A violation of 12 U.S.C. § 2607(b) of RESPA only occurs when unearned fees for settlement services are split among multiple parties.

Three couples ("petitioners") filed actions against respondent, alleging violations of 12 U.S.C. § 2607(b) of the Real Estate Settlement Procedures Act ("RESPA"). Section 2607(b) prohibits splitting or portioning fees for real estate settlement services with persons who did not provide any services. Petitioners allege respondent charged them for services that were not provided. Petitioners did not allege that any fees were split or portioned. Respondents removed to federal court and asked for summary judgment based on the ground that there was no violation of § 2607(b) because no fees were split, even if the money was unearned. The District Court agreed and granted summary judgment to respondent. The Court of Appeals for the Fifth Circuit affirmed.
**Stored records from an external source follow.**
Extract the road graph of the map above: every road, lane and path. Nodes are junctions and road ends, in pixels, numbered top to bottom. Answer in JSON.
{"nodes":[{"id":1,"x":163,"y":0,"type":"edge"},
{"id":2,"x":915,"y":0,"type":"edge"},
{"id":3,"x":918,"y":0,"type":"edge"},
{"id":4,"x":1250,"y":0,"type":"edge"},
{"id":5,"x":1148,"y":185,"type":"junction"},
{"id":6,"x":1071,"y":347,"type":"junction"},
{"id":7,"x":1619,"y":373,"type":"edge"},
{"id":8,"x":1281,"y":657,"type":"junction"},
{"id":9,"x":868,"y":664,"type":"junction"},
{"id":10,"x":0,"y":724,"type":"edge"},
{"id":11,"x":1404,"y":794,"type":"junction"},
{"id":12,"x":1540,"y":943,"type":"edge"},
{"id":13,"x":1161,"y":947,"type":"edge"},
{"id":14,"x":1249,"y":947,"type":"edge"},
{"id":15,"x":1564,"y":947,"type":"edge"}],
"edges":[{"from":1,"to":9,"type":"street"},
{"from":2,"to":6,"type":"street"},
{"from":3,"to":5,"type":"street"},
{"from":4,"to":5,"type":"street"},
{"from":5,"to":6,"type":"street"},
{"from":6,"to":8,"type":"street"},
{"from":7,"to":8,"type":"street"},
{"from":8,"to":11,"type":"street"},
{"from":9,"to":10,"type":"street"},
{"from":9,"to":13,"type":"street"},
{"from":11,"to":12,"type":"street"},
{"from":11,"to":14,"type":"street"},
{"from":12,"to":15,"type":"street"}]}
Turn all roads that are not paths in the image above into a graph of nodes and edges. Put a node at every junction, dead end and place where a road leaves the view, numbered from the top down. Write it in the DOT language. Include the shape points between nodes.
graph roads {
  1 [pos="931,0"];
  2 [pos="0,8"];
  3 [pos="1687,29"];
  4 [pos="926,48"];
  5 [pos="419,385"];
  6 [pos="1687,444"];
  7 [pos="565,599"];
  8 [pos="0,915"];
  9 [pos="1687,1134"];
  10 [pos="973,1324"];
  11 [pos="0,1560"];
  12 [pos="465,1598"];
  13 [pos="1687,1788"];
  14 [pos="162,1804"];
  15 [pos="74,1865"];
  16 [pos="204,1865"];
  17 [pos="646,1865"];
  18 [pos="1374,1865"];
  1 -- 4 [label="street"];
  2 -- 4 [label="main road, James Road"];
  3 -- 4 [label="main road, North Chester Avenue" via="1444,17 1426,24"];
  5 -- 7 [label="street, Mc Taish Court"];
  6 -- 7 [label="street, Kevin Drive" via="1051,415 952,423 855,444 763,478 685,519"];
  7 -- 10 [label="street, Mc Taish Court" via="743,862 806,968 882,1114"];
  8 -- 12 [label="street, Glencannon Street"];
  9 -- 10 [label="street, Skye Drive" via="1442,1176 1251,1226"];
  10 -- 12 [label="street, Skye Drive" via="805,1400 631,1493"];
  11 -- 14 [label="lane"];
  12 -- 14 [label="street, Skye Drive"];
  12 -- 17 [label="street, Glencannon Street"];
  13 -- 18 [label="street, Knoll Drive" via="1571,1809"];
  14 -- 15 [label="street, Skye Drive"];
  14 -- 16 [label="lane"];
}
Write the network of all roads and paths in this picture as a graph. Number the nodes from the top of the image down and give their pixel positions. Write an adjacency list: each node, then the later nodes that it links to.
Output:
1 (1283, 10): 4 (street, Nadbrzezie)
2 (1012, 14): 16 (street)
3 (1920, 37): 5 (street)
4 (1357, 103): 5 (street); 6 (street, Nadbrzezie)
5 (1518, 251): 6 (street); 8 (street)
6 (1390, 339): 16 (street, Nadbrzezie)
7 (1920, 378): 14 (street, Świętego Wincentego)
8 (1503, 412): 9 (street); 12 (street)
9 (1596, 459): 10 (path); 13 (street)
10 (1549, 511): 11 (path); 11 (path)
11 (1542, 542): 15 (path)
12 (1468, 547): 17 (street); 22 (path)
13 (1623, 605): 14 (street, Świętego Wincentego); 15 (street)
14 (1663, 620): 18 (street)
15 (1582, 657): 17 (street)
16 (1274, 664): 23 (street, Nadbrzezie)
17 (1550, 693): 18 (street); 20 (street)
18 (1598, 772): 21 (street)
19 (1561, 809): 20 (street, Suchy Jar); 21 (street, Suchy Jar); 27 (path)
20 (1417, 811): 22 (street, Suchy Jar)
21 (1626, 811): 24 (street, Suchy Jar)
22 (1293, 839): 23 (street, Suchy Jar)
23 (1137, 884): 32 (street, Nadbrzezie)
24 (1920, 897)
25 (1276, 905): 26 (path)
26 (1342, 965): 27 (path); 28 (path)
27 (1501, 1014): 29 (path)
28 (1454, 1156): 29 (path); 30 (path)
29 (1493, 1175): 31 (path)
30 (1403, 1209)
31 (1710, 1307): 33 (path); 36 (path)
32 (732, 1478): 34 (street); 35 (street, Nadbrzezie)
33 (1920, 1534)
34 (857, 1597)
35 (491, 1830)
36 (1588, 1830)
The Supreme Court affirmed and held that to show a violation of § 2607(b) a plaintiff must prove that fees for settlement services were split between two or more parties. Petitioners argued that there was a violation because they were charged unearned fees, of which respondent took an entire split or a 100% portion of said unearned fee. The Supreme Court responded that to allow such an interpretation, where splitting fees and not splitting fees amounted to the same thing, would be stretching the scope of the statute beyond its obvious meaning.